Scientific Computing
The H100 PCIe excels in scientific computing tasks, offering high double-precision performance and memory bandwidth, ideal for complex simulations and data analysis.
Edge Inference
The H100 PCIe is less suited for edge inference due to its higher power consumption and larger form factor, making it more appropriate for data center deployments.
Real-Time Serving
The H100 PCIe is highly capable for real-time AI serving, with its low latency and high throughput, making it ideal for deploying AI models in production environments.
Fine-Tuning
The H100 PCIe is highly efficient for full fine-tuning tasks, thanks to its large VRAM and advanced architecture, allowing for the fine-tuning of large models with minimal overhead.
LoRA Efficiency
The H100 PCIe is also efficient for LoRA fine-tuning, providing sufficient resources to handle parameter-efficient training methods effectively.
Market Authority
MLPerf Ranking
The NVIDIA H100 PCIe is officially listed in MLPerf Training v3.0 and Inference v3.1 results, with performance data published by NVIDIA and partners.
Cloud Adoption
NVIDIA has publicly confirmed H100 PCIe availability on Google Cloud, Microsoft Azure, and Amazon Web Services (AWS) as of late 2023.
Supercomputer Usage
The H100 PCIe is deployed in supercomputers such as the NVIDIA Eos and is listed in public documentation for systems like the Texas Advanced Computing Center's Lonestar6 and Oak Ridge National Laboratory's Frontier expansion nodes.
Research Citations
The H100 PCIe is cited in peer-reviewed papers and arXiv preprints from 2023 onward, particularly in large language model and HPC research.
Community Benchmarks
Community benchmarks for H100 PCIe are available on sites like MLPerf, Hugging Face forums, and independent blogs, though most public benchmarks focus on the SXM variant.
GitHub Support
Official support for H100 PCIe is present in major deep learning frameworks (PyTorch, TensorFlow, JAX) and libraries (NVIDIA cuDNN, CUDA 12.x), with explicit references in GitHub repositories and release notes.
Enterprise Cases
NVIDIA and partners (e.g., Dell, HPE) have published case studies highlighting H100 PCIe deployments in enterprise AI and HPC workloads.
Key Strengths
The H100 PCIe excels at AI training and inference, offering substantial performance gains in deep learning workloads due to its advanced tensor cores and high memory bandwidth.

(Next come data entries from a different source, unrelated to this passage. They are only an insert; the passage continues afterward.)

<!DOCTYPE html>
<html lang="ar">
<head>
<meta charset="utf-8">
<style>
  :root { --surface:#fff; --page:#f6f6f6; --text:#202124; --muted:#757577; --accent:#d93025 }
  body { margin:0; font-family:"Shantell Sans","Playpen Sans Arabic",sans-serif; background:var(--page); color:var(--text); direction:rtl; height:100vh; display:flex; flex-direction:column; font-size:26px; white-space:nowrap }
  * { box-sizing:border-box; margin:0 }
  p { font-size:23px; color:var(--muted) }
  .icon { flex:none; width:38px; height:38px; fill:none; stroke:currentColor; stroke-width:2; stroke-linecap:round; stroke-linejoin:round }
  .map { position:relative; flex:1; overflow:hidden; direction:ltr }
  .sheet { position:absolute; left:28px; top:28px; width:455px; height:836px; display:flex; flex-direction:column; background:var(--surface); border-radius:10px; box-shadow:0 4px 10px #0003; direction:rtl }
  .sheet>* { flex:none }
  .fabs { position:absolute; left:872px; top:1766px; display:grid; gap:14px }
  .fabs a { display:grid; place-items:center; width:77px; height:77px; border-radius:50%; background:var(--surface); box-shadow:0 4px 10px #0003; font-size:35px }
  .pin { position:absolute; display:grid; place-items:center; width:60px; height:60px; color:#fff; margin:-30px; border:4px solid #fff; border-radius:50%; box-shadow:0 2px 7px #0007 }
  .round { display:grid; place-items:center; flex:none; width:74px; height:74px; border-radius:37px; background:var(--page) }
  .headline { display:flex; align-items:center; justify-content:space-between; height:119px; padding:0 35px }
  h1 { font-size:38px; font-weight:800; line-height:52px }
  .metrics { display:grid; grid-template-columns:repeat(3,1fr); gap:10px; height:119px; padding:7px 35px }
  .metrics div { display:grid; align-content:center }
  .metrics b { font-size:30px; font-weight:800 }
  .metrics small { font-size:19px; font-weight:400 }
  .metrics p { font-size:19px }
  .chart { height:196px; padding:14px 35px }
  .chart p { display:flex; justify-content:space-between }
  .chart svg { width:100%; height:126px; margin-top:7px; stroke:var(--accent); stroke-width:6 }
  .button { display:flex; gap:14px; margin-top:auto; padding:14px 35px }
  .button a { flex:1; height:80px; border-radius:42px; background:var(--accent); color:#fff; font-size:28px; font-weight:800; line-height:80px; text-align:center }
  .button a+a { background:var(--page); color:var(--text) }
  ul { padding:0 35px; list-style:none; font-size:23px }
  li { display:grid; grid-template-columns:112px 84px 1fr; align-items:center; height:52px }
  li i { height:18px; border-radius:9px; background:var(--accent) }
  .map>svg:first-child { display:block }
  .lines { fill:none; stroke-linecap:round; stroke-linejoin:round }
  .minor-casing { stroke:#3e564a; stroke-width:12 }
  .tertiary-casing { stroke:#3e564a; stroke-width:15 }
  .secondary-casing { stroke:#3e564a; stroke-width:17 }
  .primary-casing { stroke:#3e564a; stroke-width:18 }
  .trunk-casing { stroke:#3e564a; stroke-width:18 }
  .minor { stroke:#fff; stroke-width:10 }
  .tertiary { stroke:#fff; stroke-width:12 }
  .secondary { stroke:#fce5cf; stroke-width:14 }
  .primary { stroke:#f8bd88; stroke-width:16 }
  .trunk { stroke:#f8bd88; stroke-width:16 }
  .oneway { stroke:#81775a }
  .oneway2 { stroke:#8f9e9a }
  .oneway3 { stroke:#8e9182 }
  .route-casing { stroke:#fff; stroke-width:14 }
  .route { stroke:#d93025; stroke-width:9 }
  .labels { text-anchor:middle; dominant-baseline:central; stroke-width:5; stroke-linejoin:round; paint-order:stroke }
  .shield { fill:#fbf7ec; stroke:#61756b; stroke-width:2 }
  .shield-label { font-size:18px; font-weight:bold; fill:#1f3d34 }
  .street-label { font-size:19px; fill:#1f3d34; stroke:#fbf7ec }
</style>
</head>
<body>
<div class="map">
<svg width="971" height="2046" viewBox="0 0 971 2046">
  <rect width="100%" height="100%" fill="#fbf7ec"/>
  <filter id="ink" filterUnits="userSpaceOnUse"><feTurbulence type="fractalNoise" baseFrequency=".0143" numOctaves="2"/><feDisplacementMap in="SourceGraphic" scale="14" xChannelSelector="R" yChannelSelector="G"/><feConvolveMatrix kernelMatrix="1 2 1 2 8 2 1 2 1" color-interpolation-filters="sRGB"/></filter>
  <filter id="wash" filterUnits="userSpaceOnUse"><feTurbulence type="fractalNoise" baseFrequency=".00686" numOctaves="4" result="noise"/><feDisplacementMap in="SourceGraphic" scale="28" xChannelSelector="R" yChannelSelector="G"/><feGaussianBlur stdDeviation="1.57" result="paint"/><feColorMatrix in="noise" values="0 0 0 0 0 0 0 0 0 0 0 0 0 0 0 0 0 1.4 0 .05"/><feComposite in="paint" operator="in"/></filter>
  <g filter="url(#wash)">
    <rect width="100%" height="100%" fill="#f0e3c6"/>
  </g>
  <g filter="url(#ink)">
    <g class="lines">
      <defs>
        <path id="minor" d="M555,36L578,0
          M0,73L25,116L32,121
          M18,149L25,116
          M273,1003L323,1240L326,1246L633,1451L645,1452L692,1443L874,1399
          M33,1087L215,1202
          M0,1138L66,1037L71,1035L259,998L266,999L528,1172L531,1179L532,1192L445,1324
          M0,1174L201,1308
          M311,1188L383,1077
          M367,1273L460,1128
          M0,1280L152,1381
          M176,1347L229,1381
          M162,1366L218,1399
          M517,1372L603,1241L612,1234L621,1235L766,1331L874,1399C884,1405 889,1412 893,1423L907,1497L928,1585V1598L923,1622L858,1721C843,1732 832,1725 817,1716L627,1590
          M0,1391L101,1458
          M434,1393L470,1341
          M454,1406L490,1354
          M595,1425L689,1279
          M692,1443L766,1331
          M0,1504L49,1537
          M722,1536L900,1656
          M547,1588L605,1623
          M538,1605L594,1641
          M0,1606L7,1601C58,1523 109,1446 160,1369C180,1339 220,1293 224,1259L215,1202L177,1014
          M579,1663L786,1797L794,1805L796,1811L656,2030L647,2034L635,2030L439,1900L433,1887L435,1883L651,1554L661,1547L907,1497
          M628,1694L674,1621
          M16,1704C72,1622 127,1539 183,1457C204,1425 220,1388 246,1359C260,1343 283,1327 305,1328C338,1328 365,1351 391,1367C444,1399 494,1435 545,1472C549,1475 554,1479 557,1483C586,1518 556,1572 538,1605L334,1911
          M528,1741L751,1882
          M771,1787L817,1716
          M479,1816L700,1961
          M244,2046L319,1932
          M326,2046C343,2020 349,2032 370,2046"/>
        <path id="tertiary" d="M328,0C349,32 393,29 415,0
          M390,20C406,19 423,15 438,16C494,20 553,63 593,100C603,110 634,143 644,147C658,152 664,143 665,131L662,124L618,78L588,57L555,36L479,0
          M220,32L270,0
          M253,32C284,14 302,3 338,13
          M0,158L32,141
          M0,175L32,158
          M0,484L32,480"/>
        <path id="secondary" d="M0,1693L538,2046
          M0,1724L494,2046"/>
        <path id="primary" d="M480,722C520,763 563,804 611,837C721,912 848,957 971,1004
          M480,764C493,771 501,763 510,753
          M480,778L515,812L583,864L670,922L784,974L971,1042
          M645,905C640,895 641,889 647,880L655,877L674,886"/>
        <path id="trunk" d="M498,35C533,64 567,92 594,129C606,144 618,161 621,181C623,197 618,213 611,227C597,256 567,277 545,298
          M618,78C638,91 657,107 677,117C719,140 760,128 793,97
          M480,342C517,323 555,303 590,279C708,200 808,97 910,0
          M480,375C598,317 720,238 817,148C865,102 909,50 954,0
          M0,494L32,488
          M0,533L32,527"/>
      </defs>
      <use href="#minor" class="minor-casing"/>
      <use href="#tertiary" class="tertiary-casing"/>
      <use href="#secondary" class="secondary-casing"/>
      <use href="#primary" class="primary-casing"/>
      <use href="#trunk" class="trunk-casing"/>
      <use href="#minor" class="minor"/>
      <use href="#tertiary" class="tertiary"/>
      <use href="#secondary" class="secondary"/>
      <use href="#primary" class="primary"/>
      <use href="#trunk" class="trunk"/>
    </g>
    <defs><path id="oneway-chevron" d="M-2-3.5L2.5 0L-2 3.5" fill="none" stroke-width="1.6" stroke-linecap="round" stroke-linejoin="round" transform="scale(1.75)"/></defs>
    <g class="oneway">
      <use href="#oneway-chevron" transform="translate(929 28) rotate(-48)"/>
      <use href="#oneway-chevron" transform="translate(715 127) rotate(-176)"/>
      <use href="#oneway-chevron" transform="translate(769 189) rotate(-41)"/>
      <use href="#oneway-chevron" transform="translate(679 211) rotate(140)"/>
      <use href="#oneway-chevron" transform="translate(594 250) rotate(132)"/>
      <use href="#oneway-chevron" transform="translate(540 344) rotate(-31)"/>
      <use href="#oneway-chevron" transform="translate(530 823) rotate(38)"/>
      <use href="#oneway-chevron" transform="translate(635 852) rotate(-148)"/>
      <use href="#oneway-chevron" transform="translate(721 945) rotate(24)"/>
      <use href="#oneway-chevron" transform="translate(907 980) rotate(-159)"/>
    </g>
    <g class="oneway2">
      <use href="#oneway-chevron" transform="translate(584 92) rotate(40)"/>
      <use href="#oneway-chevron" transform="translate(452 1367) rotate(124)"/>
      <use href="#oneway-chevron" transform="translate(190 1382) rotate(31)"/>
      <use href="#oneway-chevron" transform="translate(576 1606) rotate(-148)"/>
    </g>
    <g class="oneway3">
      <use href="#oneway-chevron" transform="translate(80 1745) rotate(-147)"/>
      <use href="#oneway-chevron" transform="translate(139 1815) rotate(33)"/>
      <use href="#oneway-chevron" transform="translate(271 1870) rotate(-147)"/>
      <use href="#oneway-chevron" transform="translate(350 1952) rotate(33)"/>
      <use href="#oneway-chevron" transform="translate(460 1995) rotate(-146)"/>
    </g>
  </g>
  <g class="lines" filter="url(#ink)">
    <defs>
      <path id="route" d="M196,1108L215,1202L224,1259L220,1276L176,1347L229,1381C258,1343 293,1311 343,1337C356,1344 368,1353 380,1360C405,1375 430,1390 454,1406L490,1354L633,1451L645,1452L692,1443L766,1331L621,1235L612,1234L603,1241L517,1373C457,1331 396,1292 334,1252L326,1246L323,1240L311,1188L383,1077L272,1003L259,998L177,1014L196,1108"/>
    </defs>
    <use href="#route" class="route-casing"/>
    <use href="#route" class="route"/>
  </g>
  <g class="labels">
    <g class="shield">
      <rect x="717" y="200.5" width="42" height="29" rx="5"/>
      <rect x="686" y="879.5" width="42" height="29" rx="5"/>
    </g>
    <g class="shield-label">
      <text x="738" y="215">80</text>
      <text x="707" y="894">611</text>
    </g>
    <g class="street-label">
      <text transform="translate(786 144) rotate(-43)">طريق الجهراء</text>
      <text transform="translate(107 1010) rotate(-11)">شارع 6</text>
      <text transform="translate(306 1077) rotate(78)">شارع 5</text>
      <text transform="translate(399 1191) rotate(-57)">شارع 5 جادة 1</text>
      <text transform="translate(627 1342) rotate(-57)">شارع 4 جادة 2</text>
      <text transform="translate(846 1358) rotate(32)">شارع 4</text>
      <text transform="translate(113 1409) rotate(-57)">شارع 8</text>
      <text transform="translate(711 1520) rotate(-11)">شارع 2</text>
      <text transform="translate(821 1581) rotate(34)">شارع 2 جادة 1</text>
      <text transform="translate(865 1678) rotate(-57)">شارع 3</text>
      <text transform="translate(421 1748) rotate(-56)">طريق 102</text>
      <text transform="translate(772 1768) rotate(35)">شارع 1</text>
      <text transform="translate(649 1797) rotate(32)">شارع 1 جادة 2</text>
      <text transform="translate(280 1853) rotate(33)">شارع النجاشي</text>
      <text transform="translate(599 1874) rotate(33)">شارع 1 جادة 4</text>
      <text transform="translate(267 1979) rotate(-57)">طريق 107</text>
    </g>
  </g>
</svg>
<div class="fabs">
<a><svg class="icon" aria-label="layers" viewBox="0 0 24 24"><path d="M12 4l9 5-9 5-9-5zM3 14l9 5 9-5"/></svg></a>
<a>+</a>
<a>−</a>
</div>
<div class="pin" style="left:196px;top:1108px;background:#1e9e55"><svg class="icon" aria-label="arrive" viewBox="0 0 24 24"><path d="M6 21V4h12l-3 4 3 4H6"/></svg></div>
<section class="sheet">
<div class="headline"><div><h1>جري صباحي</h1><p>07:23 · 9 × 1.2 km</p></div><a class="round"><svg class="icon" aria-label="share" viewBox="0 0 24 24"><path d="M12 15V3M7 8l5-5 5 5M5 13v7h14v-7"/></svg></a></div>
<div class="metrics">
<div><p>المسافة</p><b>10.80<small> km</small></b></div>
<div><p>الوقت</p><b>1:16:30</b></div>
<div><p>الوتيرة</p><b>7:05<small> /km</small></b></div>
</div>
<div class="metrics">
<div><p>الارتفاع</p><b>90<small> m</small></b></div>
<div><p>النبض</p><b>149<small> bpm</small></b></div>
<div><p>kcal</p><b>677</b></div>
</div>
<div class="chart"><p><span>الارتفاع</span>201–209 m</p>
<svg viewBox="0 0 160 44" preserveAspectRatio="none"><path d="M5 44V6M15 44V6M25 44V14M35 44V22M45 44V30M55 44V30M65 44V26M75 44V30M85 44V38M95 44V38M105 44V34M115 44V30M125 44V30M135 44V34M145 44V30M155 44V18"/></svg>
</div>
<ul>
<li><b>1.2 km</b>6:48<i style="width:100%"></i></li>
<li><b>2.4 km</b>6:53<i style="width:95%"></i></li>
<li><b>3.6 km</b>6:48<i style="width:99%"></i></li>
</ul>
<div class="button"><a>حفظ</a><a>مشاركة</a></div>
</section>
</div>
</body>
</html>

It is also well-suited for scientific simulations and data analytics, providing a versatile solution for complex computational tasks.
Limitations
While the H100 PCIe offers excellent performance, it lacks NVLink support, which can be a limitation for applications requiring high-speed inter-GPU communication. Additionally, its high power consumption may necessitate upgrades to power delivery systems in some data centers. Availability can be constrained due to high demand and production limitations.
Also in the Lineup
Expert Insight
The H100 represents a strategic leap in AI compute. When comparing cloud providers, consider not just the hourly rate, but also the interconnect bandwidth (InfiniBand/NVLink) and regional availability which can significantly impact total cost of ownership for large-scale training.